#### Task directions
For the word "turn", search the records and show each line in which it occurs.

[Stored records]
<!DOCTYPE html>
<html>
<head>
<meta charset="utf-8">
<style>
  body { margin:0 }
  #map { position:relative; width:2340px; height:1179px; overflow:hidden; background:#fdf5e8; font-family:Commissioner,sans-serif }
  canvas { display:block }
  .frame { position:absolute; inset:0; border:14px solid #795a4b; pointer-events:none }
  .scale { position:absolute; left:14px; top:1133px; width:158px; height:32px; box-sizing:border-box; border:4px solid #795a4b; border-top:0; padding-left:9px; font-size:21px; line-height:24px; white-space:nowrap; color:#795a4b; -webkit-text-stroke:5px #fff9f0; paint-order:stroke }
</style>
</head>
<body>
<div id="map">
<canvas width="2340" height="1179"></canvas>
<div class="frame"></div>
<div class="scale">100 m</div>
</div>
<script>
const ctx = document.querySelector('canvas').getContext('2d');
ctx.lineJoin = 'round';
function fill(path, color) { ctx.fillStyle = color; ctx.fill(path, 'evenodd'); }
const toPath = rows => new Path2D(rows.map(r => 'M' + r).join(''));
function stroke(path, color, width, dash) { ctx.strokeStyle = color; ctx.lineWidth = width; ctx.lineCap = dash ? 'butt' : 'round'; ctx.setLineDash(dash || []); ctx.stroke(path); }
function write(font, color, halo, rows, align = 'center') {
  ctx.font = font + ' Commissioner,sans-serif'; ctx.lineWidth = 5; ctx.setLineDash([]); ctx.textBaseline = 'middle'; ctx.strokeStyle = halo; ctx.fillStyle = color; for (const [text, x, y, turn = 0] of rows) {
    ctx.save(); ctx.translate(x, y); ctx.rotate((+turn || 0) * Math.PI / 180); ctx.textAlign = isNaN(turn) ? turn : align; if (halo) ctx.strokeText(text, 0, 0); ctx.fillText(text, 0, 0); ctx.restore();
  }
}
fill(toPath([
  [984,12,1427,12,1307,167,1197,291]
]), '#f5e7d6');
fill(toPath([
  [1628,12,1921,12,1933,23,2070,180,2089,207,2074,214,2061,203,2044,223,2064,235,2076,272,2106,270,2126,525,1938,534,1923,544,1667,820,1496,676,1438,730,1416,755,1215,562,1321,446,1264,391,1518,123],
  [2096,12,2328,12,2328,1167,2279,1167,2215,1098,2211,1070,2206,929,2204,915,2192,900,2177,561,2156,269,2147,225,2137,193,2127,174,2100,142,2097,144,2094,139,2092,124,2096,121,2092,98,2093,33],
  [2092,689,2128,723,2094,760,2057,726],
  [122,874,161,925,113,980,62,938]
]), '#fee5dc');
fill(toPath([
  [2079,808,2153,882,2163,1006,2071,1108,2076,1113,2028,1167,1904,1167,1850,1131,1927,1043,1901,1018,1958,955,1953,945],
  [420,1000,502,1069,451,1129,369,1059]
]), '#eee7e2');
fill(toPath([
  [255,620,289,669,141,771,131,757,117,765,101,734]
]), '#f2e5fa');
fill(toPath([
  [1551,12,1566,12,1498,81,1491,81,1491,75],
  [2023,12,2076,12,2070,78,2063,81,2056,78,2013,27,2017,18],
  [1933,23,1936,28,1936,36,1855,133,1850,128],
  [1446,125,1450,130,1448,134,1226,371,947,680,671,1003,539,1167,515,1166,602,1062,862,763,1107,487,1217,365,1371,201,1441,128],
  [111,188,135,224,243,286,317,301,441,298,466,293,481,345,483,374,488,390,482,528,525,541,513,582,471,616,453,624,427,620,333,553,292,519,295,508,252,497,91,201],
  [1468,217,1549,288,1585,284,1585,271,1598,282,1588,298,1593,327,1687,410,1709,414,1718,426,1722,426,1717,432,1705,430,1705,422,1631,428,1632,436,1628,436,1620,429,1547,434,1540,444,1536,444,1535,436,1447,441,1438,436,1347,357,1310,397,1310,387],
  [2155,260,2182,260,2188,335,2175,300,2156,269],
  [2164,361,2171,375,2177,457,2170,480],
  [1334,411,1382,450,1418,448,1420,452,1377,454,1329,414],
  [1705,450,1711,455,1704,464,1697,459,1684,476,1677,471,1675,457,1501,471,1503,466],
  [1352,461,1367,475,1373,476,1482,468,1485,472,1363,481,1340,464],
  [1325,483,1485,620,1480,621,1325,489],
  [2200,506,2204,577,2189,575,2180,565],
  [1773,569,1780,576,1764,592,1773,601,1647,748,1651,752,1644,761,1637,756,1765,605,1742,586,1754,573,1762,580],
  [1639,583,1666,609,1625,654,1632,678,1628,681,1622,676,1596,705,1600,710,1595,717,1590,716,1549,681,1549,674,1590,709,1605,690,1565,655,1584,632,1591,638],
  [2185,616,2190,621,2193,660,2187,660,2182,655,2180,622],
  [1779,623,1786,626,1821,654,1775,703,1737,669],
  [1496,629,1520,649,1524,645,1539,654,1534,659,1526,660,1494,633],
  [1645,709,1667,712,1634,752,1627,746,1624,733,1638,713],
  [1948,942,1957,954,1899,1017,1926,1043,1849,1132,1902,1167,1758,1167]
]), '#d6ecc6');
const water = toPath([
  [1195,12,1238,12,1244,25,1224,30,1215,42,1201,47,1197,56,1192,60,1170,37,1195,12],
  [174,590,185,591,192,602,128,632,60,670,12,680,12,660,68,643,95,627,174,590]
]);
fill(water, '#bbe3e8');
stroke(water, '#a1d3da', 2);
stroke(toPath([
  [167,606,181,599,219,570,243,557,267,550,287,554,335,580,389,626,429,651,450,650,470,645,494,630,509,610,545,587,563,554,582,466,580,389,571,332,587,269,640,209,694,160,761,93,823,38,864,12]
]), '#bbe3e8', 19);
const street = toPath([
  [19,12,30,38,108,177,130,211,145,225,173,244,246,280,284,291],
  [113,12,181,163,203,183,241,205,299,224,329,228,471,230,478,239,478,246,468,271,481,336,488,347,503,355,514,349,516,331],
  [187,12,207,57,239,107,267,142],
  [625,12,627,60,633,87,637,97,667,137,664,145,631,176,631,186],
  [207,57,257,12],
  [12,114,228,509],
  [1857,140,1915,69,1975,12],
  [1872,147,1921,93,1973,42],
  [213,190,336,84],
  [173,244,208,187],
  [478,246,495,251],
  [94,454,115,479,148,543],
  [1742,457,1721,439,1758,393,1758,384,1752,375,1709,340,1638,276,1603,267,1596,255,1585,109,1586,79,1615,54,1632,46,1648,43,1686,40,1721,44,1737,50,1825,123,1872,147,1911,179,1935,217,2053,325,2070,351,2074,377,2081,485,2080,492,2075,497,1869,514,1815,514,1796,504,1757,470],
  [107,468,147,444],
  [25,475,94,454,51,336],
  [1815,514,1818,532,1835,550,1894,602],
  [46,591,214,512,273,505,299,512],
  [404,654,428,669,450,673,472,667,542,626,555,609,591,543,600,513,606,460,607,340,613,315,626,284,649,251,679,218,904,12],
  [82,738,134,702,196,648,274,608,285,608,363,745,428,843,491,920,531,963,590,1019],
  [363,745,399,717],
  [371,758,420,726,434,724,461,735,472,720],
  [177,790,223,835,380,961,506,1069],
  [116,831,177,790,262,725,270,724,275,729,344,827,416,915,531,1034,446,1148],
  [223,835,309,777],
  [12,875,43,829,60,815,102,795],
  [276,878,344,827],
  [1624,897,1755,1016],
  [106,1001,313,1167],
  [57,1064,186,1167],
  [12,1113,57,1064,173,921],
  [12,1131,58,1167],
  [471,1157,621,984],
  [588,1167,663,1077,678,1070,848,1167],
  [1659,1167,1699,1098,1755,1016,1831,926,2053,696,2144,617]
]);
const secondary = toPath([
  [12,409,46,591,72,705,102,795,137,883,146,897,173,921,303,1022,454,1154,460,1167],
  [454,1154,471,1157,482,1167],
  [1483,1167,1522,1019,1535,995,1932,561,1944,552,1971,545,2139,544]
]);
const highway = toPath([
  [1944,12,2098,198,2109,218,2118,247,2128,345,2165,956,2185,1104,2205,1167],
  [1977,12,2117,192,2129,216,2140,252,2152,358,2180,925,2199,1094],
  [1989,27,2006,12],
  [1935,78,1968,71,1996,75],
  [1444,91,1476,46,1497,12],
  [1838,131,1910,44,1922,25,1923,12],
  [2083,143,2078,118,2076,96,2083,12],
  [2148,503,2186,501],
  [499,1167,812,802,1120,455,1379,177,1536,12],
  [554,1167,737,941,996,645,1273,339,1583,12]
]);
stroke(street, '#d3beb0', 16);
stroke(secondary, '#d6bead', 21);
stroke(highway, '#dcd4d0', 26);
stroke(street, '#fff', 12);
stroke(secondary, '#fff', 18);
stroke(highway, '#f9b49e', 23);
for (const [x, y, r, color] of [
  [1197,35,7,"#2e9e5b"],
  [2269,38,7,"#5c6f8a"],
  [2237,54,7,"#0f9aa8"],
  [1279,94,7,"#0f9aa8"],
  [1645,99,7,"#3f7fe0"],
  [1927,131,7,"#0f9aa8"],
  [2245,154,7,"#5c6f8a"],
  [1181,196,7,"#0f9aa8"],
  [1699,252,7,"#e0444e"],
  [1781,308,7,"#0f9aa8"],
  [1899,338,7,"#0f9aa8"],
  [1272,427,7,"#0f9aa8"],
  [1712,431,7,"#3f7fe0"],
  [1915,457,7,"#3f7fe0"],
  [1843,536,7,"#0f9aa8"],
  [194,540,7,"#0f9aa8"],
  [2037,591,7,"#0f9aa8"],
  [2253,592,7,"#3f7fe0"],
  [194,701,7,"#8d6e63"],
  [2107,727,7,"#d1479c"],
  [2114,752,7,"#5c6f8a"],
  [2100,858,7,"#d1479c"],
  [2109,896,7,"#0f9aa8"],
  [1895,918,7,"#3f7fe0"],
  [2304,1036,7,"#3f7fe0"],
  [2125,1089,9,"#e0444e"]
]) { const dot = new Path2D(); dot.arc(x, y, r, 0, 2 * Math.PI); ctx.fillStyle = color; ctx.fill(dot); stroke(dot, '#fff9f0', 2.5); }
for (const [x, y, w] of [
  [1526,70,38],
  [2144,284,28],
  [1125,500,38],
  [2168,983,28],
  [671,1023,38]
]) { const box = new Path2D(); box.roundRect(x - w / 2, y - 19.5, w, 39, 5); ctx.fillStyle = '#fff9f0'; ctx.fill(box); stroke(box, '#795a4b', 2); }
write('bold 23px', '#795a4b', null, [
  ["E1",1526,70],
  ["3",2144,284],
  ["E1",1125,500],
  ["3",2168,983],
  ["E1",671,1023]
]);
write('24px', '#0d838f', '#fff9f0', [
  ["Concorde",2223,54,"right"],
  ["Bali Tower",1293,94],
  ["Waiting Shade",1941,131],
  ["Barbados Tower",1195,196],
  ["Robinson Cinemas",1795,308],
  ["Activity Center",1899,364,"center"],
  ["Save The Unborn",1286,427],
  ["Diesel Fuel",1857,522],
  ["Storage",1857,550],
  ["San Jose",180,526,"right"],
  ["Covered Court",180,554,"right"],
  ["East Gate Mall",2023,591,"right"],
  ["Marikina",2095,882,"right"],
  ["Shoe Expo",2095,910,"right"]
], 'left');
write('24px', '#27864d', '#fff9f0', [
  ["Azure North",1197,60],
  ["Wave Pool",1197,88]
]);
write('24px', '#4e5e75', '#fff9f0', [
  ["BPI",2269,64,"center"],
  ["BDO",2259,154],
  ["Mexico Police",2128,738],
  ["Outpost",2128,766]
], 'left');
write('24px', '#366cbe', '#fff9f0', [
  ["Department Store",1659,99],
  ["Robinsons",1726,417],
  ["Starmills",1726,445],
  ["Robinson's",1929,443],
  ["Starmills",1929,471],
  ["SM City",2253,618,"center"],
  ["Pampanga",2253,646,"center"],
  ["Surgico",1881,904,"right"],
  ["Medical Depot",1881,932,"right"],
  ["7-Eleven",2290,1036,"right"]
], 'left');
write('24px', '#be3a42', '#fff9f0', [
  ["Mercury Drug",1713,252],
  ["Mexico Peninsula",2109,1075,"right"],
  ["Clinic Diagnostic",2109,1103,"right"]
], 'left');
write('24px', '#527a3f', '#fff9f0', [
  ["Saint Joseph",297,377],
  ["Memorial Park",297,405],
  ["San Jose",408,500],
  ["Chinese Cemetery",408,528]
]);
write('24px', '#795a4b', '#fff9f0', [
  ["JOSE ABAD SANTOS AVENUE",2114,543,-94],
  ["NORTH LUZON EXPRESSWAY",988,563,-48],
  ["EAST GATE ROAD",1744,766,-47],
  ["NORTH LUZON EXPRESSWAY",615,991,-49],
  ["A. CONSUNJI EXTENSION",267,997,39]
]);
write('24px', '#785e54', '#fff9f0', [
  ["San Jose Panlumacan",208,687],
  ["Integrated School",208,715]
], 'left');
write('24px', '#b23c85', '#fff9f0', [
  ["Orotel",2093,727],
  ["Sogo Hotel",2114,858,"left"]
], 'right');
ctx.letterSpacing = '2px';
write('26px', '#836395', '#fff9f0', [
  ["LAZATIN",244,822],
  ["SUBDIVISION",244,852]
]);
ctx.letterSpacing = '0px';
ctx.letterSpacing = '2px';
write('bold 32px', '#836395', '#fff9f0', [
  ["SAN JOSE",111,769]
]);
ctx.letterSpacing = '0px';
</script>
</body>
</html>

==

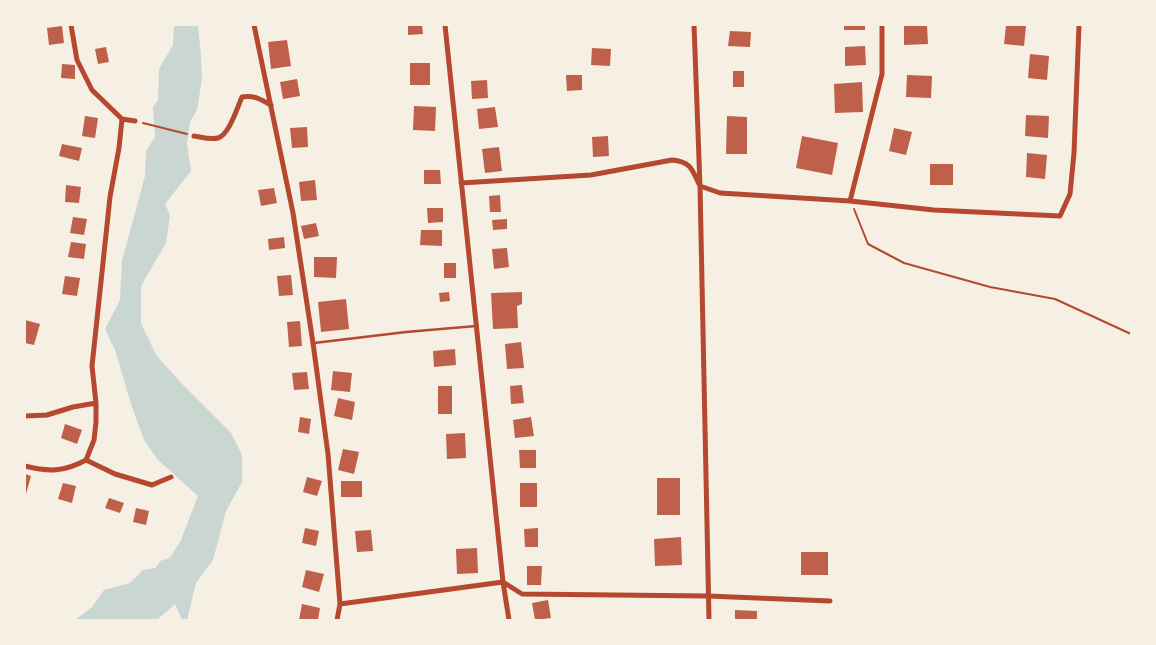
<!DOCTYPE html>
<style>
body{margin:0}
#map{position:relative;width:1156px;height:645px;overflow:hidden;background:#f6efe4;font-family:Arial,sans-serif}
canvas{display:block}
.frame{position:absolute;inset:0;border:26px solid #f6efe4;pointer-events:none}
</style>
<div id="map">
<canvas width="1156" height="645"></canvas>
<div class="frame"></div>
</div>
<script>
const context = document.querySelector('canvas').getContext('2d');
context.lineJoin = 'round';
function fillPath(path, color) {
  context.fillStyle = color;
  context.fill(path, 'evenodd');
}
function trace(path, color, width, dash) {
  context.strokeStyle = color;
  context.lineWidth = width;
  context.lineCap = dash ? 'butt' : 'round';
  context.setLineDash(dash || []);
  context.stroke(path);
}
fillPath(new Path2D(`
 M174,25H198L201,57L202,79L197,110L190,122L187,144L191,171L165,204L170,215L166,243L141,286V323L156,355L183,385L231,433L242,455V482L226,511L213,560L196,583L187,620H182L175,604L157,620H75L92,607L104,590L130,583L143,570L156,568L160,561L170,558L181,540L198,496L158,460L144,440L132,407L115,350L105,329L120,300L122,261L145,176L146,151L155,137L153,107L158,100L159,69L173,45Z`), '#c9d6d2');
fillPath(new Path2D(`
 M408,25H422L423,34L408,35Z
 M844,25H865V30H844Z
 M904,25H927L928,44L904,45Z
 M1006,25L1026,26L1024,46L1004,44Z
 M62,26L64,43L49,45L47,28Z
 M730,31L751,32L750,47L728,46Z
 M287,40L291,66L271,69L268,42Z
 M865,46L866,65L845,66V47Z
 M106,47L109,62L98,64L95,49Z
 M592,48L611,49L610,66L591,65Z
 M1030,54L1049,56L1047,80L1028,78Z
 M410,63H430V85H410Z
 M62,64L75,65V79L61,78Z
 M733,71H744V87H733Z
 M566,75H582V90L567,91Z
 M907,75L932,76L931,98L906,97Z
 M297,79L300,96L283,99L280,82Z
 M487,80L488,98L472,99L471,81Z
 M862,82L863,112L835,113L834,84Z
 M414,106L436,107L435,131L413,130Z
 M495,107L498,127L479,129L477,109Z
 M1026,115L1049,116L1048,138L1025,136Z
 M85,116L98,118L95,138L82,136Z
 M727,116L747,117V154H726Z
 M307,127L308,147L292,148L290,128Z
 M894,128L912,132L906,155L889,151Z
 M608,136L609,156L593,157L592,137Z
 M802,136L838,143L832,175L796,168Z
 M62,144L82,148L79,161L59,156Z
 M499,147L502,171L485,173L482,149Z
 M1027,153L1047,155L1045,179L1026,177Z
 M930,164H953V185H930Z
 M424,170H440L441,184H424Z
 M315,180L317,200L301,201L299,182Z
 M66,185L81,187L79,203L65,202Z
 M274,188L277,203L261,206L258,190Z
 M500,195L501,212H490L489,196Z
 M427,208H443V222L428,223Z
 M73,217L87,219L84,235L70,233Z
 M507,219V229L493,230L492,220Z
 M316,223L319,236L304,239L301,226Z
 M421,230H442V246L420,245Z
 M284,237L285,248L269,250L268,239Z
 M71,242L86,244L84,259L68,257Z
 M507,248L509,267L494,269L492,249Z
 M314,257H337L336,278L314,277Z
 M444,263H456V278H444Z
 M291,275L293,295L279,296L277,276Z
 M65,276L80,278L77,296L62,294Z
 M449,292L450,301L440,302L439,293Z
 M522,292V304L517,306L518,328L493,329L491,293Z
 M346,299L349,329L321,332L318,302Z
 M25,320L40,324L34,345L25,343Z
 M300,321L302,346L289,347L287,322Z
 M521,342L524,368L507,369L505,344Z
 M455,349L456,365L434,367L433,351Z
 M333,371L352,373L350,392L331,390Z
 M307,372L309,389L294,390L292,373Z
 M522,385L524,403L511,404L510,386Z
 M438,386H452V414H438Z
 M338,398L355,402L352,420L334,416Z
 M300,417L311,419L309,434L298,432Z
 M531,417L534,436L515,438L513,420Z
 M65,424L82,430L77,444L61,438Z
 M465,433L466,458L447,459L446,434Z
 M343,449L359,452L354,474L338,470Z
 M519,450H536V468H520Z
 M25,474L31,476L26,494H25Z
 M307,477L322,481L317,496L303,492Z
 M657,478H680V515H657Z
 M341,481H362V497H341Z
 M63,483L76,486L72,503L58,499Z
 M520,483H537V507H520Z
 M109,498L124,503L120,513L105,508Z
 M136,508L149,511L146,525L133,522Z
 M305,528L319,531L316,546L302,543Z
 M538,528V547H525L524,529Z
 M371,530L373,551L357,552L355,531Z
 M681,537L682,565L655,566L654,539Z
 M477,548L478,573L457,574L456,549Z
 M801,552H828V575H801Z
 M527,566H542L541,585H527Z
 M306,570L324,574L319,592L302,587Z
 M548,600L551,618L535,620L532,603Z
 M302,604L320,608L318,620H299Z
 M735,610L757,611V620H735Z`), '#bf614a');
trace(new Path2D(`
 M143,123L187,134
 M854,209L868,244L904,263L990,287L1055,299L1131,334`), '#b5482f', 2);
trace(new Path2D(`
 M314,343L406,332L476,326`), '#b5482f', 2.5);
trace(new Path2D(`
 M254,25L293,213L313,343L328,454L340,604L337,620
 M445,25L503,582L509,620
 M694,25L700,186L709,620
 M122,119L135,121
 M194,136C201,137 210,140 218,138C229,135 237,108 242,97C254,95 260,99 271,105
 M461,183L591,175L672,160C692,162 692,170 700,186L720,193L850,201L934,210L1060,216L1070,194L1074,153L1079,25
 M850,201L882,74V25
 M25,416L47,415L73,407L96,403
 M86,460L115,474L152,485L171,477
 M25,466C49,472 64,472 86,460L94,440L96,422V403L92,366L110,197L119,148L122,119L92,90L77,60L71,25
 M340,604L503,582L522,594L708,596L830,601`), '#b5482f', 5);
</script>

#### Result of this exercise
  ctx.font = font + ' Commissioner,sans-serif'; ctx.lineWidth = 5; ctx.setLineDash([]); ctx.textBaseline = 'middle'; ctx.strokeStyle = halo; ctx.fillStyle = color; for (const [text, x, y, turn = 0] of rows) {
    ctx.save(); ctx.translate(x, y); ctx.rotate((+turn || 0) * Math.PI / 180); ctx.textAlign = isNaN(turn) ? turn : align; if (halo) ctx.strokeText(text, 0, 0); ctx.fillText(text, 0, 0); ctx.restore();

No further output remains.